- _Description of the task_:
Go through the records and filter out every line lacking the word "Write"; copy the lines that remain.

- _Data listing_:
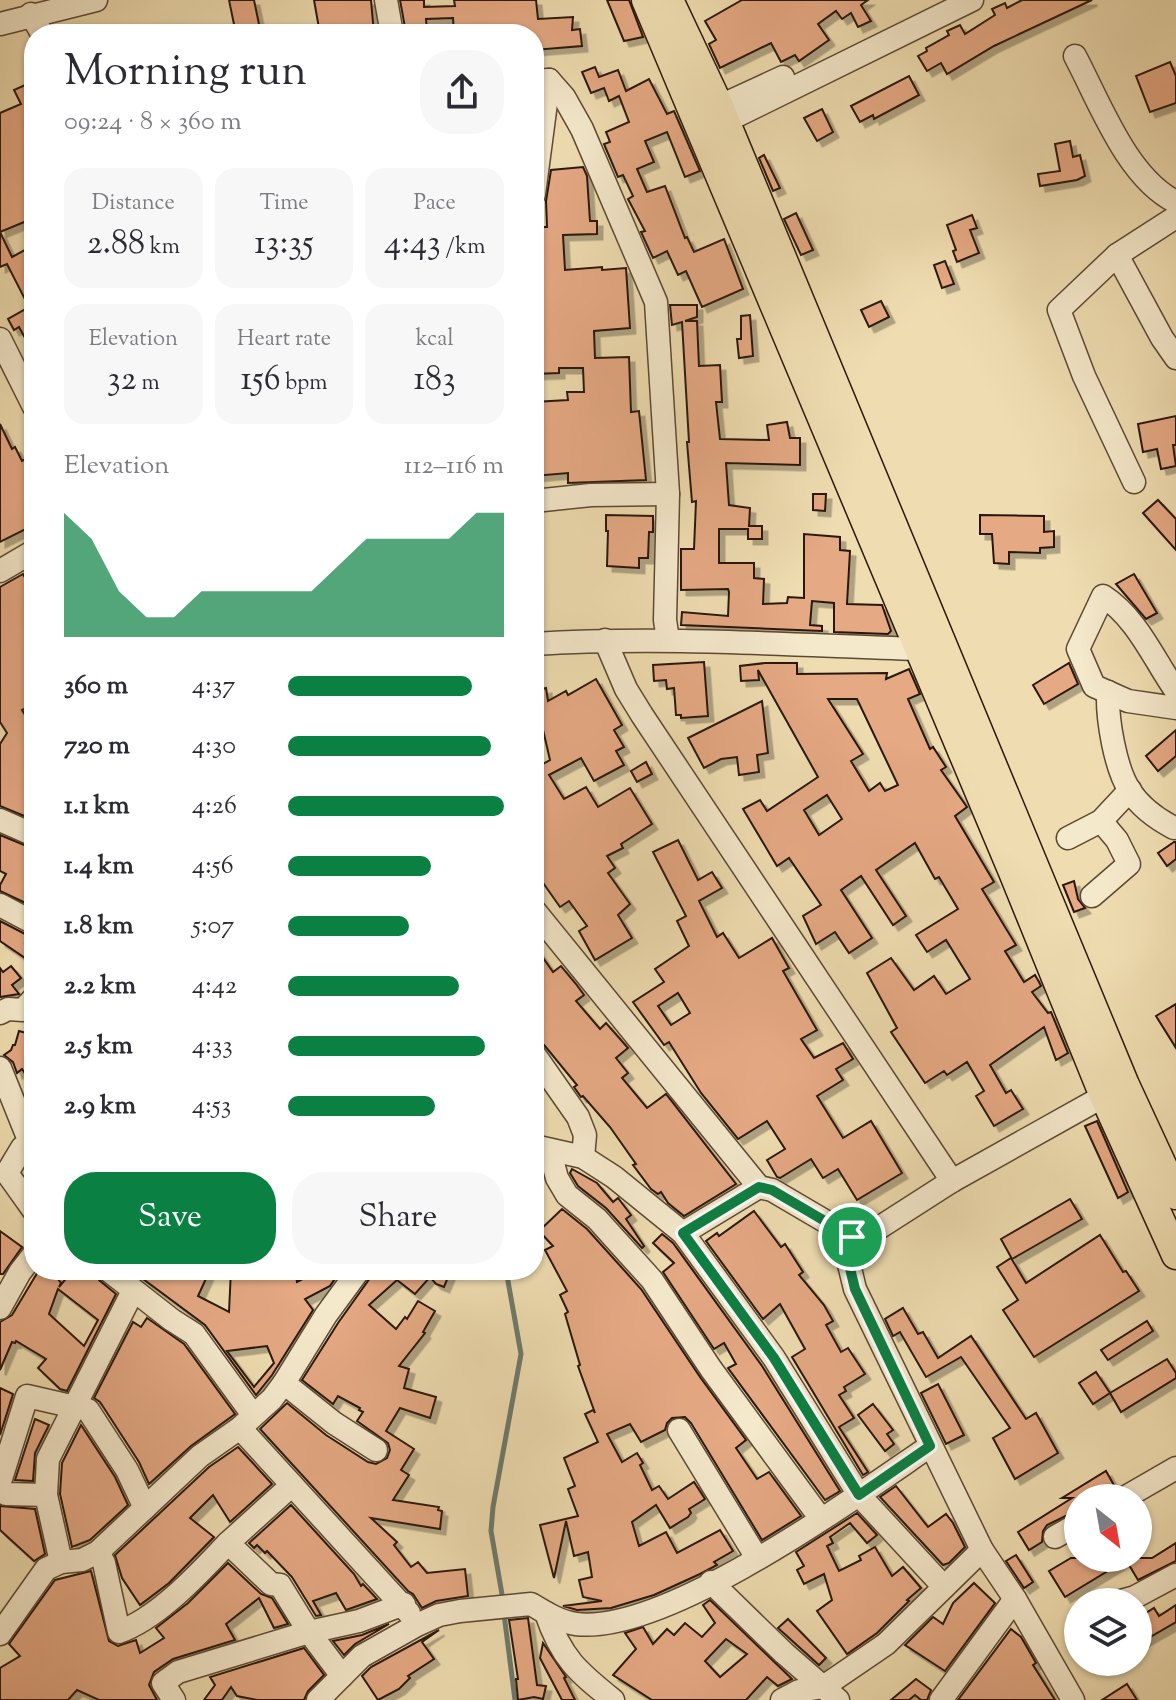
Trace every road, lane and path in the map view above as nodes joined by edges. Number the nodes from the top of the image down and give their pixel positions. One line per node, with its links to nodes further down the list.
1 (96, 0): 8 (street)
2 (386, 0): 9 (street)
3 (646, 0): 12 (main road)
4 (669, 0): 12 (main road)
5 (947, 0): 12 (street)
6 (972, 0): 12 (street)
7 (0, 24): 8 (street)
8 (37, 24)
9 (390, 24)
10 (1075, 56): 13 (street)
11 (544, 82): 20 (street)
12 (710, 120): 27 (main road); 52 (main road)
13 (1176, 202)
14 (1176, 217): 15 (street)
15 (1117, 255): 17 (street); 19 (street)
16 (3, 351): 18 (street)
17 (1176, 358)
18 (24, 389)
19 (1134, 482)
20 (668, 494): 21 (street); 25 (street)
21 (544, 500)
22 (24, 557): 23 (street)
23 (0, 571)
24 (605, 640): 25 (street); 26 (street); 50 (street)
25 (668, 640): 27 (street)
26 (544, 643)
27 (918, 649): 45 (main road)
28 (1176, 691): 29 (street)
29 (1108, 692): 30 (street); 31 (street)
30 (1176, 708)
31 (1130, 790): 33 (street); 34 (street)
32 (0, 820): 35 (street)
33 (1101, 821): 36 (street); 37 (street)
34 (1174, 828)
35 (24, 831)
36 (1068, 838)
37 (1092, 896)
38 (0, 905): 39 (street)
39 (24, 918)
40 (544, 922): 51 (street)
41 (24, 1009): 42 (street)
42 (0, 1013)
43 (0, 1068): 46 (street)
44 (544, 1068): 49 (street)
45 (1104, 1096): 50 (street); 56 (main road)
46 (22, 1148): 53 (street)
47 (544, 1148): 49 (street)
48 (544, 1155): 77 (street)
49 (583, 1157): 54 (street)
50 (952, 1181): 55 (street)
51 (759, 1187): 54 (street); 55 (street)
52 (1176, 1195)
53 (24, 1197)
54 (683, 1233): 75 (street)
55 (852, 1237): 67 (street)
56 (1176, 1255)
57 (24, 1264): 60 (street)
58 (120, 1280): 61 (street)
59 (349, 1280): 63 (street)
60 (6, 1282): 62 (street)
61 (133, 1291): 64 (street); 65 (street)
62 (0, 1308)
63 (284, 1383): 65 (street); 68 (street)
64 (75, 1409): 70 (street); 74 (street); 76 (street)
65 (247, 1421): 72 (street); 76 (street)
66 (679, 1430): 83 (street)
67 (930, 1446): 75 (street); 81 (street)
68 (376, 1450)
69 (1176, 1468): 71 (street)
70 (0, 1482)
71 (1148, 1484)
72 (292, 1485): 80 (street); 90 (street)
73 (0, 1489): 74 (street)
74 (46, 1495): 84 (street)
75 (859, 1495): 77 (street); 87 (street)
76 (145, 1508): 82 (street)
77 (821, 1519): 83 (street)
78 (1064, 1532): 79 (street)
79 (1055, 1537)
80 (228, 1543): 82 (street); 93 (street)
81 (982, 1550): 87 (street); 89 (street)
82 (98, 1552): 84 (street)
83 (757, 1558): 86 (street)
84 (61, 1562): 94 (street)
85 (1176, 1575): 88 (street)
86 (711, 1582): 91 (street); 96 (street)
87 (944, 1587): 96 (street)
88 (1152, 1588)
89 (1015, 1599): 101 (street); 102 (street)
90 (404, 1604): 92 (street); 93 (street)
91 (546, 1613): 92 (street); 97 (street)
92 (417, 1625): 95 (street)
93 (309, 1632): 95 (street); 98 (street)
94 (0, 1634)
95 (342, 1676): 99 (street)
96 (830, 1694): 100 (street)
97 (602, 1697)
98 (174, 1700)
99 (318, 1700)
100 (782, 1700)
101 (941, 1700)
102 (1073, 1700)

* * *

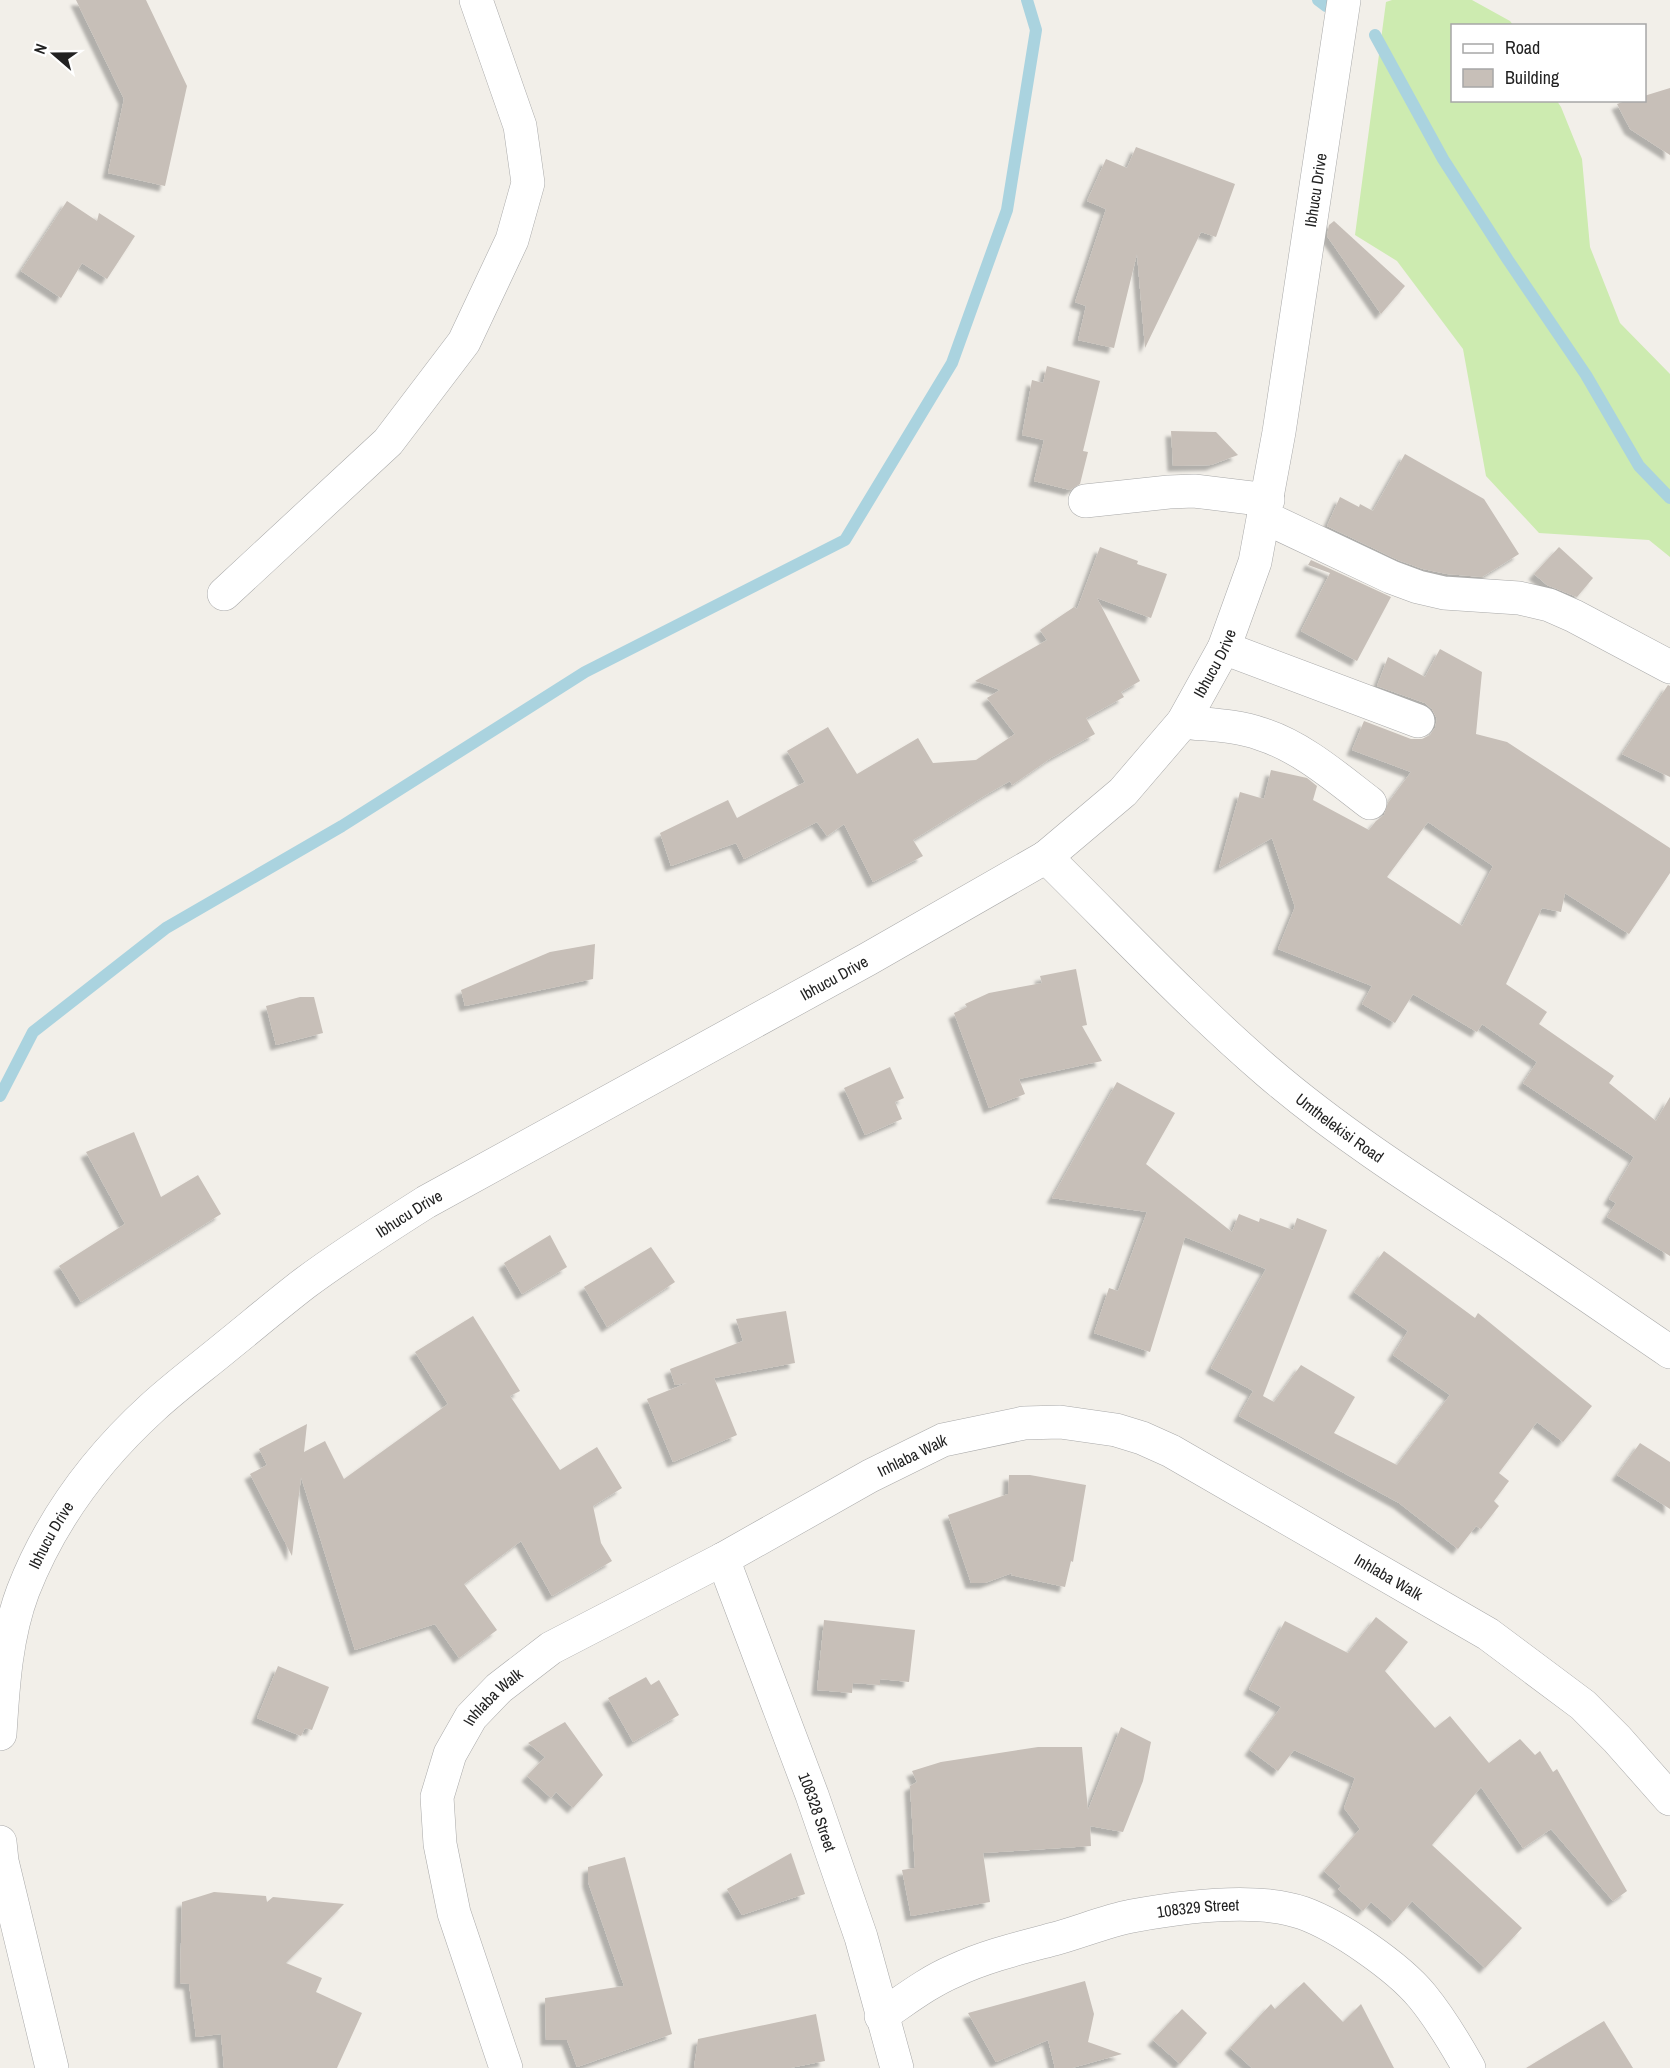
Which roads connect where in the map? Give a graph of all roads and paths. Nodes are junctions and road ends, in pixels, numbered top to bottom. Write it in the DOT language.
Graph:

---

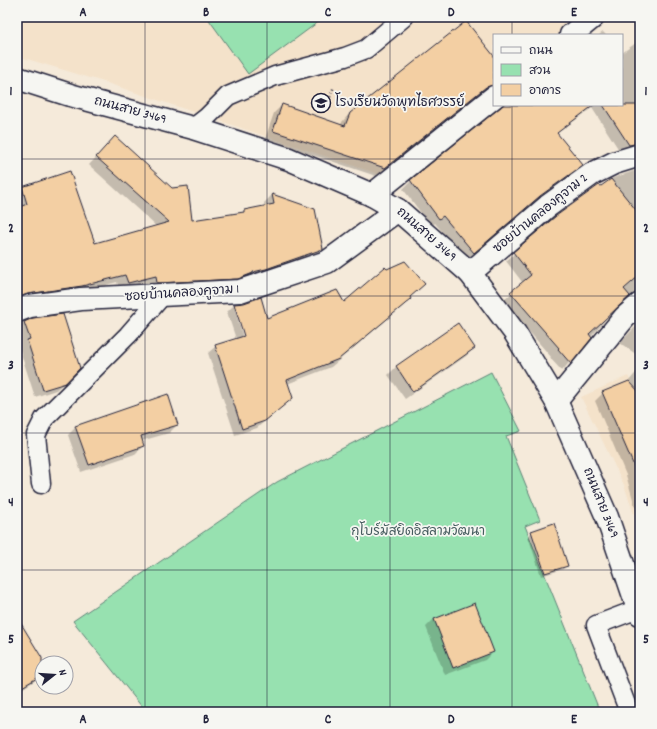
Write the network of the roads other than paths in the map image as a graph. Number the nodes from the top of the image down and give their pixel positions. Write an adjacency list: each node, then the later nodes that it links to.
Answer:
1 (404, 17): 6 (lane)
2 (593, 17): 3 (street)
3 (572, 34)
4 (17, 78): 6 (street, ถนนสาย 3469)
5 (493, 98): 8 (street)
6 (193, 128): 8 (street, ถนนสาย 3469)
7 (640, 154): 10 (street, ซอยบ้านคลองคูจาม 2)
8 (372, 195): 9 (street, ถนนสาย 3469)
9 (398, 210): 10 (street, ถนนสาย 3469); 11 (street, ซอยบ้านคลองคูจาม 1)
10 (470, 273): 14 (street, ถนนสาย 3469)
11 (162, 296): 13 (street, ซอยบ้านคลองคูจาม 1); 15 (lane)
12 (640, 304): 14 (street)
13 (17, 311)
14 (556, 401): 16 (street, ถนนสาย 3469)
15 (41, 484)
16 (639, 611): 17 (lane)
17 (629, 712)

- _Solution for this exercise_:
Which roads connect where in the map? Give a graph of all roads and paths. Nodes are junctions and road ends, in pixels, numbered top to bottom. Write it in the DOT language.
Write the network of the roads other than paths in the map image as a graph. Number the nodes from the top of the image down and give their pixel positions. Write an adjacency list: each node, then the later nodes that it links to.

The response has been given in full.